On the occasion of NYCxDESIGN, ESPASSO and VERSO present a joint program that builds on a longstanding collaboration, bringing together historical and contemporary perspectives on Brazilian design. Bridging ESPASSO’s deep engagement with modernist legacy and VERSO’s focus on contemporary practice, the initiative unfolds across exhibitions, events, and installations in New York and beyond.
At its core, the program places the debut collection of Lucas Dualde and Pali Cornelsen—shaped by a cross-cultural dialogue between Spain, Brazil, and the United States—in conversation with the work of Martin Eisler and Michel Arnoult, whose mid-century contributions helped define Brazil’s modern design language through distinct approaches to form, production, and accessibility.
Extending into a residential installation at 144 Vanderbilt and concluding with a conversation on Lina Bo Bardi, the program explores design as a field shaped by movement—of people, ideas, and materials—reflecting the plural and evolving nature of Brazilian culture.
On the occasion of NYCxDESIGN, ESPASSO and VERSO come together to build upon a longstanding collaboration, reactivating a shared history between Carlos Junqueira and Amauri Aguirar through a new, joint platform. Defined by a commitment to advancing Brazilian design across historical and contemporary contexts, this partnership brings into focus two complementary forces: ESPASSO’s deep engagement with the legacy of Brazilian modernism, and VERSO’s commitment to contemporary design. The result is a program that is not only about continuity, but about expansion, and an opening outward across time, geography, and discipline.
At a moment when global narratives increasingly lean inwards, hardening boundaries, this collaboration remains open and inquisitive, grounded in the exchange of materials, perspectives, and open ways of thinking. It unfolds through a program of exhibitions, events, talks, and installations across New York, London, Miami, and Los Angeles.
Dualde & Cornelsen
Within this program, we introduce the work of Lucas Dualde and Pali Cornelsen, presented here for the first time. Their debut collection emerges from a cross-cultural exchange between Spain, Brazil, and the United States, rooted in a long-standing friendship and shared sensibility. Their practice moves between architecture, interiors, and collectible design, and reflects a growing interest in a more tactile and expressive language, where material becomes both process and subject.
Developed in close dialogue with artist Jejo Cornelsen, Pali’s father, the pieces emerge through direct interventions, such as split wood, natural pigments, and compositions that balance structure with irregularity, positioning each object between function and sculptural presence.
Martin Eisler & Michel Arnoult
During this exhibition, the work by this contemporary design duo is placed in dialogue with the work of Martin Eisler and Michel Arnoult, two European-born designers who migrated to Brazil in the mid-20th century and played a foundational role in the development of Brazilian design.

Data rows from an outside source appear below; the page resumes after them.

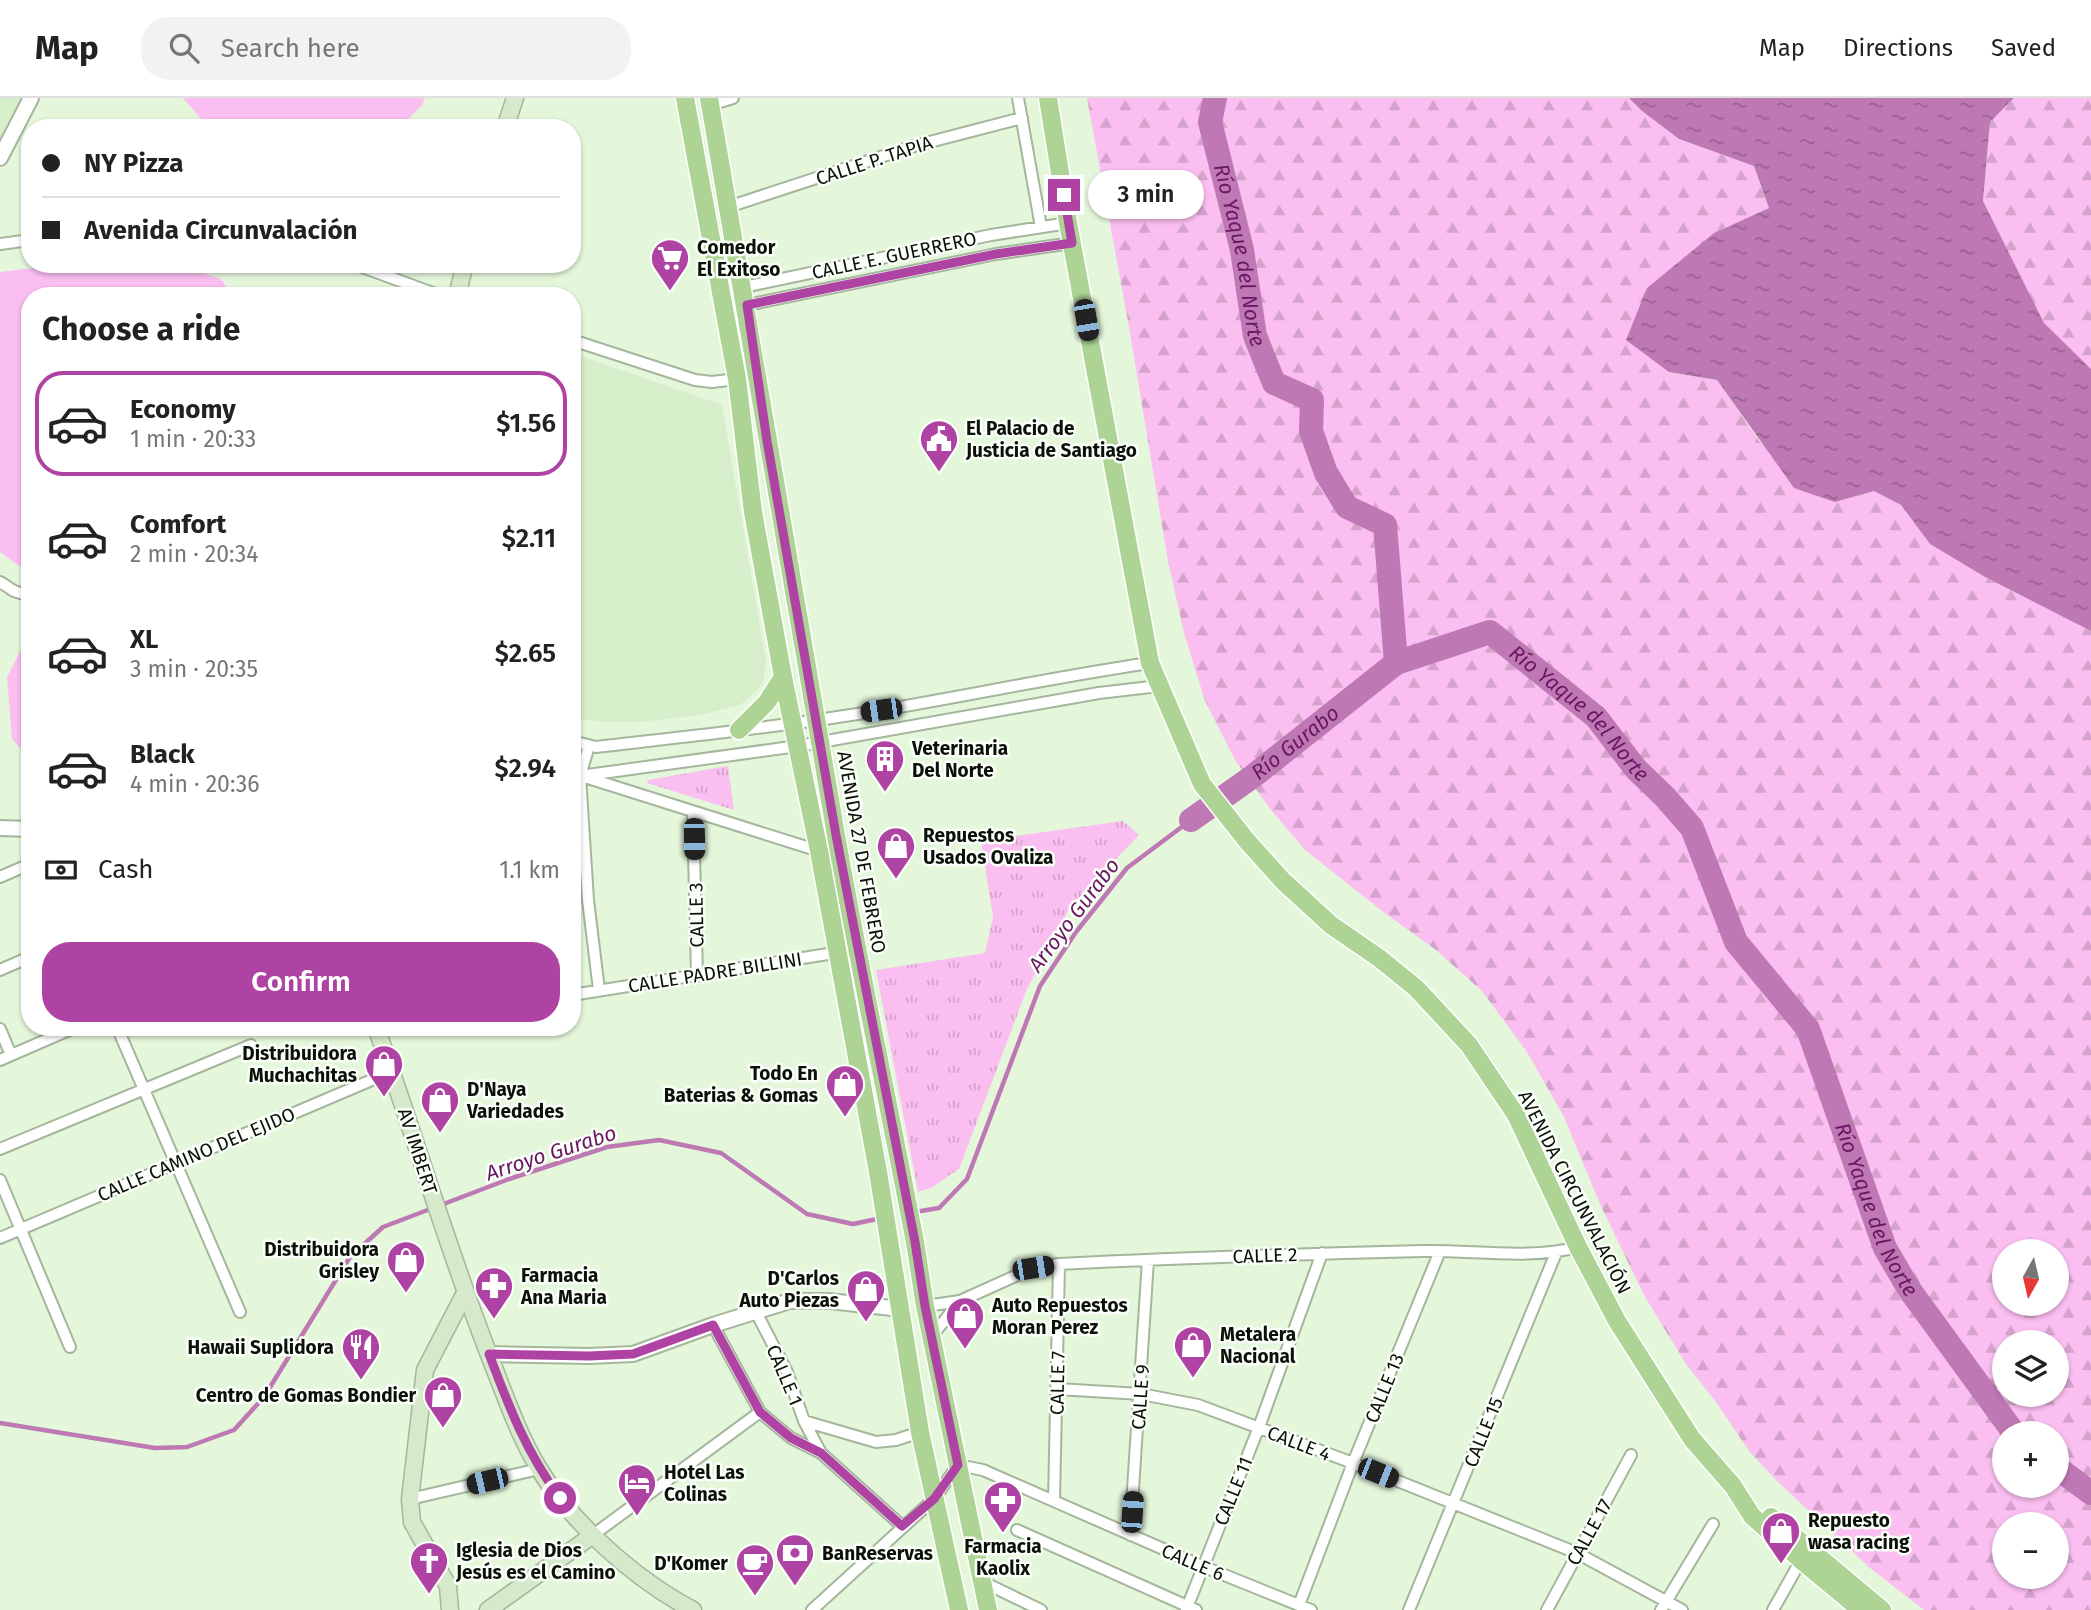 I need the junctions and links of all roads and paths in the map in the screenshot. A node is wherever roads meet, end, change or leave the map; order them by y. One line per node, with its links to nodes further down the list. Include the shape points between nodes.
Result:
1 (31, 98): 10 (street)
2 (515, 98): 9 (main road)
3 (685, 98): 20 (main road)
4 (733, 98): 7 (street)
5 (1018, 98): 8 (street)
6 (1048, 98): 12 (main road, AVENIDA CIRCUNVALACIÓN)
7 (710, 102): 11 (main road, AVENIDA 27 DE FEBRERO)
8 (1022, 118): 11 (street, CALLE P. TAPIA, via 914,146); 13 (street)
9 (508, 119)
10 (0, 158)
11 (728, 207): 18 (main road, AVENIDA 27 DE FEBRERO)
12 (1068, 223): 13 (street, CALLE E. GUERRERO); 15 (main road, AVENIDA CIRCUNVALACIÓN)
13 (1041, 227): 18 (street, CALLE E. GUERRERO)
14 (21, 241): 16 (street)
15 (1072, 243): 21 (street, CALLE E. GUERRERO); 27 (main road, AVENIDA CIRCUNVALACIÓN)
16 (0, 244)
17 (378, 273): 19 (street)
18 (742, 286): 20 (street, CALLE E. GUERRERO); 21 (main road, AVENIDA 27 DE FEBRERO)
19 (416, 287)
20 (720, 292): 22 (main road)
21 (747, 305): 22 (street, CALLE E. GUERRERO); 30 (main road, AVENIDA 27 DE FEBRERO)
22 (724, 313): 24 (main road)
23 (581, 343): 24 (street, via 695,380)
24 (737, 379): 28 (main road, via 753,512)
25 (0, 582): 26 (street)
26 (21, 593)
27 (1150, 663): 29 (main road, AVENIDA CIRCUNVALACIÓN); 30 (street)
28 (783, 677): 31 (main road); 32 (main road, via 767,702)
29 (1159, 686): 33 (street); 68 (main road, AVENIDA CIRCUNVALACIÓN, via 1202,784 1247,841 1331,925 1416,988 1469,1045 1516,1115)
30 (817, 719): 31 (street); 33 (main road, AVENIDA 27 DE FEBRERO)
31 (793, 722): 32 (street); 36 (main road)
32 (739, 730): 35 (street)
33 (821, 743): 36 (street); 47 (main road, AVENIDA 27 DE FEBRERO)
34 (581, 744): 35 (street)
35 (589, 746): 37 (street)
36 (798, 746): 38 (street); 44 (main road)
37 (581, 764)
38 (581, 774)
39 (581, 777): 40 (street)
40 (693, 812): 44 (street); 51 (street, CALLE 3)
41 (581, 827): 52 (street)
42 (0, 828): 43 (street)
43 (21, 829)
44 (819, 851): 48 (main road)
45 (21, 868): 46 (street)
46 (0, 877)
47 (859, 949): 48 (street, CALLE PADRE BILLINI); 76 (main road, AVENIDA 27 DE FEBRERO)
48 (837, 952): 51 (street, CALLE PADRE BILLINI); 77 (main road)
49 (21, 961): 50 (street)
50 (0, 970)
51 (697, 976): 52 (street, CALLE PADRE BILLINI)
52 (599, 990): 53 (street, CALLE PADRE BILLINI)
53 (581, 993)
54 (0, 1029): 59 (street)
55 (55, 1036): 59 (street)
56 (121, 1036): 62 (street)
57 (382, 1036): 61 (main road, AV IMBERT)
58 (250, 1045): 62 (street)
59 (11, 1055): 60 (street)
60 (0, 1060)
61 (393, 1071): 64 (street, CALLE CAMINO DEL EJIDO); 74 (main road, AV IMBERT)
62 (143, 1089): 63 (street); 64 (street)
63 (0, 1149)
64 (174, 1162): 66 (street, CALLE CAMINO DEL EJIDO); 78 (street)
65 (0, 1180): 66 (street)
66 (20, 1229): 67 (street, CALLE CAMINO DEL EJIDO); 82 (street)
67 (0, 1238)
68 (1578, 1248): 70 (street, CALLE 2); 95 (main road, AVENIDA CIRCUNVALACIÓN, via 1617,1321 1692,1439)
69 (1440, 1251): 70 (street, CALLE 2); 71 (street, CALLE 2); 92 (street, CALLE 13)
70 (1556, 1253): 99 (street, CALLE 15)
71 (1322, 1254): 72 (street, CALLE 2); 88 (street, CALLE 11)
72 (1147, 1260): 73 (street, CALLE 2); 85 (street, CALLE 9)
73 (1059, 1264): 75 (street, CALLE 2, via 1033,1268); 84 (street, CALLE 7)
74 (465, 1293): 83 (main road, AV IMBERT); 96 (main road, via 425,1370)
75 (960, 1301): 76 (street, CALLE 2); 81 (street, CALLE 2)
76 (925, 1306): 81 (main road, AVENIDA 27 DE FEBRERO)
77 (901, 1310): 79 (street, via 790,1301); 89 (main road)
78 (240, 1312)
79 (756, 1312): 80 (street); 87 (street, CALLE 1, via 787,1372)
80 (713, 1325): 83 (street, via 633,1354); 86 (street)
81 (932, 1336): 93 (main road, AVENIDA 27 DE FEBRERO)
82 (70, 1347)
83 (489, 1354): 94 (main road, AV IMBERT)
84 (1057, 1389): 85 (street, CALLE 4); 98 (street, CALLE 7)
85 (1140, 1394): 88 (street, CALLE 4, via 1198,1405); 104 (street, CALLE 9)
86 (760, 1412): 90 (street, via 791,1438); 103 (street)
87 (804, 1421): 89 (street, via 876,1442); 90 (street, CALLE 1)
88 (1259, 1427): 92 (street, CALLE 4); 107 (street, CALLE 11)
89 (920, 1432): 97 (main road)
90 (821, 1453): 101 (street, CALLE 1)
91 (1631, 1455): 105 (street, CALLE 17)
92 (1353, 1463): 99 (street, CALLE 4); 109 (street, CALLE 13)
93 (958, 1465): 97 (street); 98 (street, CALLE 6, via 983,1470); 108 (main road, AVENIDA 27 DE FEBRERO)
94 (539, 1469): 96 (street); 103 (main road, AV IMBERT)
95 (1733, 1486): 106 (main road, AVENIDA CIRCUNVALACIÓN, via 1752,1516); 125 (main road, AVENIDA CIRCUNVALACIÓN)
96 (410, 1499): 114 (main road, via 412,1522 448,1586)
97 (934, 1499): 101 (street); 117 (main road)
98 (1054, 1502): 104 (street, CALLE 6)
99 (1453, 1503): 105 (street, CALLE 4); 121 (street, CALLE 15)
100 (1713, 1524): 110 (street)
101 (902, 1526): 116 (street)
102 (1017, 1530): 113 (street)
103 (593, 1535): 111 (main road, AV IMBERT); 115 (main road)
104 (1130, 1535): 107 (street, CALLE 6)
105 (1577, 1553): 110 (street, CALLE 4); 122 (street, CALLE 17)
106 (1801, 1560): 112 (main road, AVENIDA CIRCUNVALACIÓN); 124 (street)
107 (1202, 1566): 109 (street, CALLE 6); 113 (street, CALLE 11)
108 (982, 1581): 118 (main road, AVENIDA 27 DE FEBRERO); 119 (street)
109 (1299, 1605): 120 (street, CALLE 6)
110 (1664, 1606): 123 (street, CALLE 4)
111 (683, 1608)
112 (1856, 1608)
113 (1190, 1609)
114 (450, 1610)
115 (488, 1610)
116 (812, 1610)
117 (959, 1610)
118 (988, 1610)
119 (1041, 1610)
120 (1311, 1610)
121 (1409, 1610)
122 (1547, 1610)
123 (1682, 1610)
124 (1773, 1610)
125 (1882, 1610)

Arriving at a moment when the country’s furniture industry was still being defined, Eisler and Arnoult each engaged directly with the conditions of production and access. Eisler contributed to the consolidation of a modern design language grounded in structural clarity and formal precision, while Arnoult approached design as a system, developing demountable furniture and production methods aimed at broader accessibility. Their practices reflect a formative moment in which migration, industry, and design converged to redefine how modern living could be produced and distributed in Brazil.
Brazil’s historical formation is inseparable from the contributions of immigrants who brought with them forms of knowledge not yet fully developed locally, from architectural practices to the making of everyday objects. It is this ongoing exchange that defines the pluralism of Brazilian culture.
144 Vanderbilt
Extending beyond the gallery space, ESPASSO and VERSO present a residential takeover at 144 Vanderbilt, developed in collaboration with the Office of Tangible Space. Conceived as a lived environment rather than a static exhibition, the installation explores how these dialogues unfold in space, where architecture, design and daily life intersect. The apartment becomes a site of encounter, reflecting the same principles of exchange and permeability that define the broader program.
Lina Bo Bardi
To close the week, ESPASSO will host a brunch and conversation dedicated to visionary Lina Bo Bardi, an architect whose own trajectory between Italy and Brazil continues to resonate as a model of cultural translation and radical openness. Centered around a selection of her seating designs, including the Cadeira Fregidio, the talk brings together Thiago Gomide, Lissa Carmona and João Baraúna in a discussion that reflects on her enduring relevance.
Across these moments, a shared condition emerges: the movement of people, ideas, and forms. From the migrations that defined Brazil’s modernist foundations to the contemporary practices that continue to operate across borders, this program resists fixed narratives. Instead, it proposes design as a field of exchange that remains open, in motion and continually redefined through encounter.